Here at "The Gaggle" we have very little time for the "more Leftie than thou" school of thought--that's the approach to life according to which the only thing that matters is whether you take the right position on every issue under the sun from Abortion to Zelensky. No one in the world meets the exacting standards of this school of thought; any Leftie leader anywhere is always selling out to the bankers and the capitalists. The perfect exemplar of this is the unreadable Jacobin magazine. 

The other day I came across this article from 2021. It's a celebration of trade union power. And not simply trade union power, but the use of trade union power to secure political goals. Of course (and this is always the case with the "more Leftie than thou" crowd), this glorious, never-to-be-forgotten moment on the history of organized labor took place many years ago--in the summer of 1974 to be exact. Yes, almost half a century has gone by since that thrilling moment when the working-class movement of Australia mobilized and prepared to seize the means of production, distribution and exchange. 

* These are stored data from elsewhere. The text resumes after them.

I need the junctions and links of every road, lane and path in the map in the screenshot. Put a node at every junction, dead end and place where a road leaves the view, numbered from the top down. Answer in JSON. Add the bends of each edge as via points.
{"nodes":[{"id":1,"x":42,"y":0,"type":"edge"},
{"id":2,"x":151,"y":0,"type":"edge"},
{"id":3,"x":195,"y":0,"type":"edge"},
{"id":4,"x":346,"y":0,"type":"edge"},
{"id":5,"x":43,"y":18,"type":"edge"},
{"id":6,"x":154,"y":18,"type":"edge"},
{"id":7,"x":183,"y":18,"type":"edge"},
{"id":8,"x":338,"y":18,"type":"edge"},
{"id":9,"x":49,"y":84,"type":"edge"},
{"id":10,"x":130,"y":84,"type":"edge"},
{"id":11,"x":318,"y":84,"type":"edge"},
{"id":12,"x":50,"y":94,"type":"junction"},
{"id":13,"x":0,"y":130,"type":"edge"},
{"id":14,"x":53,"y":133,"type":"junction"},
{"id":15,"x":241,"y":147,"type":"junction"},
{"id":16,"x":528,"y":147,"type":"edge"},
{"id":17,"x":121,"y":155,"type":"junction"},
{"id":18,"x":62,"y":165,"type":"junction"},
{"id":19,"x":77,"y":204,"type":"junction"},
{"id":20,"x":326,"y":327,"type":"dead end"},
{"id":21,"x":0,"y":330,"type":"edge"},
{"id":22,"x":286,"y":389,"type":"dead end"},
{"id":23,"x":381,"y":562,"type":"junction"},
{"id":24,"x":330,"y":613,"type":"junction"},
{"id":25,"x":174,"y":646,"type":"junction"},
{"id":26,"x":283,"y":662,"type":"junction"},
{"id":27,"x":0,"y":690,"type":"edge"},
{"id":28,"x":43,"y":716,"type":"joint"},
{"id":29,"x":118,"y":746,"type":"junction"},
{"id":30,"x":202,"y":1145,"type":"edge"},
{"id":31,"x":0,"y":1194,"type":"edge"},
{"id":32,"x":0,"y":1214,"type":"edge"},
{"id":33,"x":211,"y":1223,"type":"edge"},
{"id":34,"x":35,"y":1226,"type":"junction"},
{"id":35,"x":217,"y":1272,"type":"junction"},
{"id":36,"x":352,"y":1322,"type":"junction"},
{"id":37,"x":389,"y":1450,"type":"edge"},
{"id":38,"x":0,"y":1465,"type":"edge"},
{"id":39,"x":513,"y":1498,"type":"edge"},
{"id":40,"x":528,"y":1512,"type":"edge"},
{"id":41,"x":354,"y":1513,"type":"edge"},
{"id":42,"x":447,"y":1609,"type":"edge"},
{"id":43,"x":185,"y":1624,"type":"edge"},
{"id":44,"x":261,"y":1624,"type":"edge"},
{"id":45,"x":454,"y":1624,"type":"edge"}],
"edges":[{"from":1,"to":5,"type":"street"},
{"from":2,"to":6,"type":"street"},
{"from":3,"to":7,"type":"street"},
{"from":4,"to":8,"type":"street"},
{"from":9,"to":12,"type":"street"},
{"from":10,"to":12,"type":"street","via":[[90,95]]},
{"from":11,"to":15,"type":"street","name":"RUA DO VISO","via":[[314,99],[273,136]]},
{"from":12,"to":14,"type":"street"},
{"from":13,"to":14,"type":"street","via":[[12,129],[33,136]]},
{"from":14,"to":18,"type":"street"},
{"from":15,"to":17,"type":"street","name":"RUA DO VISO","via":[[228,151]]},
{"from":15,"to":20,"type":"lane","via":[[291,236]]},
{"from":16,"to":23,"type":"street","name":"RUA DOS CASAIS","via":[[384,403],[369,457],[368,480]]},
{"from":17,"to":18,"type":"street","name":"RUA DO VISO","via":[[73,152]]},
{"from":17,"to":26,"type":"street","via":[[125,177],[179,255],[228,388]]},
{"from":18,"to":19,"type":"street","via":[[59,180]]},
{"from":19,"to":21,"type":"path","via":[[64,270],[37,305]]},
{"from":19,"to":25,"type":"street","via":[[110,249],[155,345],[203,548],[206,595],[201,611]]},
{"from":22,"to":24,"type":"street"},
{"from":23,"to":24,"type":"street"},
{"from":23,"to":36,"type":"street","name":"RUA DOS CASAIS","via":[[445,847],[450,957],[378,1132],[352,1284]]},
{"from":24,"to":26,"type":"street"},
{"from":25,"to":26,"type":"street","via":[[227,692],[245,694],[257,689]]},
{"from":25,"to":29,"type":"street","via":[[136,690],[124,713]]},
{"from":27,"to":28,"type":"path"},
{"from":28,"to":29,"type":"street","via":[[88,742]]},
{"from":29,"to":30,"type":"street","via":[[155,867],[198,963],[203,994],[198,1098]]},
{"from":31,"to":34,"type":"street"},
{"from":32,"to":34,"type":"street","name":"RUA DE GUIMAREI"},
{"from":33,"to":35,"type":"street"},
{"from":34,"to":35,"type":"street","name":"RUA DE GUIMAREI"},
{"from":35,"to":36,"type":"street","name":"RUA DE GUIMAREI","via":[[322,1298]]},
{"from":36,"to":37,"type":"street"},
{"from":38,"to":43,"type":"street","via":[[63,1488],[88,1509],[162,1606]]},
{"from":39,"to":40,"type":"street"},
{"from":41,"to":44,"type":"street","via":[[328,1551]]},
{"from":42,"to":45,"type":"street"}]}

Well, not quite. Organized labor went into action against...Ol' Blue Eyes, the Chairman of the Board, the Voice; yes, Frank Sinatra. Why? What had Sinatra done? Sinatra was certainly very rich, and he owned a variety of properties and businesses. But if the Australian trade union movement were, understandably, searching for the bright, incandescent spark that would finally awaken the working class from its slumber there were surely richer, greedier, more dishonest, more decadent, above all more Australian individuals it could have discovered. Australia was never short of them. Rupert Murdoch immediately springs to mind. Why Sinatra?